Elastic Storage includes automated tiered data management that intelligently decides where data is stored to get the most efficient and cost effective use from existing storage whether it is tape, hard drives, flash, or other storage media. The solution uses virtualization to pool storage to allow multiple systems and applications to share common pools of storage.

SDS must be able to handle storage growth in data centers and Elastic Storage can expand to handle thousands of yottabytes (one yottabyte equals one billion petabytes). For businesses that have data that require an additional level of security, the solution includes native encryption of data at rest and secure erase (NIST SP 800-131A encryption compliance) to comply with HIPAA, Sarbanes-Oxley, and other regulatory requirements.

Elastic Storage will allow businesses to store, manage, and access data across private, public, and hybrid clouds through OpenStack cloud management software and OpenStack Cinder and Swift access. Elastic Storage also supports POSIX and Hadoop open application program interfaces (APIs). Elastic Storage supports Hadoop analytics by handling both transaction processing and analytics without the need to move and create duplicate copies of data. The Elastic Storage solution will be offered as an IBM SoftLayer cloud service later this year.

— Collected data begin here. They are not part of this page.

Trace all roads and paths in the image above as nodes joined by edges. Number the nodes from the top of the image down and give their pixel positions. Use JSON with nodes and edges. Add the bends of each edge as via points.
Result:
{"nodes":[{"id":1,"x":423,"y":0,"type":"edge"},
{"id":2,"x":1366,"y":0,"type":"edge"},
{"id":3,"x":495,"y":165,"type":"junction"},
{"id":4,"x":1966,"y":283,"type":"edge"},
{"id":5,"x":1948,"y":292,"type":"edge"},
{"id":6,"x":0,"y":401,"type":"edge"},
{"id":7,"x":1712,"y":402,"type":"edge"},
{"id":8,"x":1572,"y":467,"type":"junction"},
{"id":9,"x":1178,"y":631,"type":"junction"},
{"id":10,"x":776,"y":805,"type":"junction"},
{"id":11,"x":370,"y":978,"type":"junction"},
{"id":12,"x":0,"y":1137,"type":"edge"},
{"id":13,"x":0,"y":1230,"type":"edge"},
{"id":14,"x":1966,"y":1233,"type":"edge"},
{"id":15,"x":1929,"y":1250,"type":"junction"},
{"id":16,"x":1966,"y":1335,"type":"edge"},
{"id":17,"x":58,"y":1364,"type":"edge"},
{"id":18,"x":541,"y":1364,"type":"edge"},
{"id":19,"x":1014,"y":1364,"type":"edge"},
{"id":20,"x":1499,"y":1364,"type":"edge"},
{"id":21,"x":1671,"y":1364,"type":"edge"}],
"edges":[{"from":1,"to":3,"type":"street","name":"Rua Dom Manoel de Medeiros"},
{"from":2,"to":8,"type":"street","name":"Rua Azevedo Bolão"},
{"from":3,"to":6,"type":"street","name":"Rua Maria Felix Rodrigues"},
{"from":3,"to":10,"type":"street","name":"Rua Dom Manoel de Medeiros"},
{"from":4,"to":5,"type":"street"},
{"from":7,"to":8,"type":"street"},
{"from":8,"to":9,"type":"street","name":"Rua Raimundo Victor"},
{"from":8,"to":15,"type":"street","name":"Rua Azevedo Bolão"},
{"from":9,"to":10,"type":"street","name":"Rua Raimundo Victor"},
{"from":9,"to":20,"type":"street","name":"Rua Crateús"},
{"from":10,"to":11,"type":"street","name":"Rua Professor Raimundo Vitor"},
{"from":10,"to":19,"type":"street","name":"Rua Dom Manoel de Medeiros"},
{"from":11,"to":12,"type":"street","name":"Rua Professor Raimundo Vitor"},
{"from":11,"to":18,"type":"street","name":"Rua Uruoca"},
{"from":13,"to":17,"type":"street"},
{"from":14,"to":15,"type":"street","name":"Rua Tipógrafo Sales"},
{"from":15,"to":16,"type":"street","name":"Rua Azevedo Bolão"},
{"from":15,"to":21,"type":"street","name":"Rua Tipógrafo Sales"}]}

Something that is not news to most IT organizations is the volume of data requiring storage is not going to decrease. While good news for storage manufacturers such as Seagate, Western Digital, and Toshiba managing growth of traditional storage in IT is not becoming easier within businesses. As newer ways of analyzing data become available, a company's business, research, finance, marketing, and other stakeholders are going to want to store and use more data for longer periods.

One observation made in today's presentation was that big data has primarily been data stored and used within an enterprise. As businesses begin working with global data outside of their own data centers, the need to manage "bigger data" is going to become the next major challenge.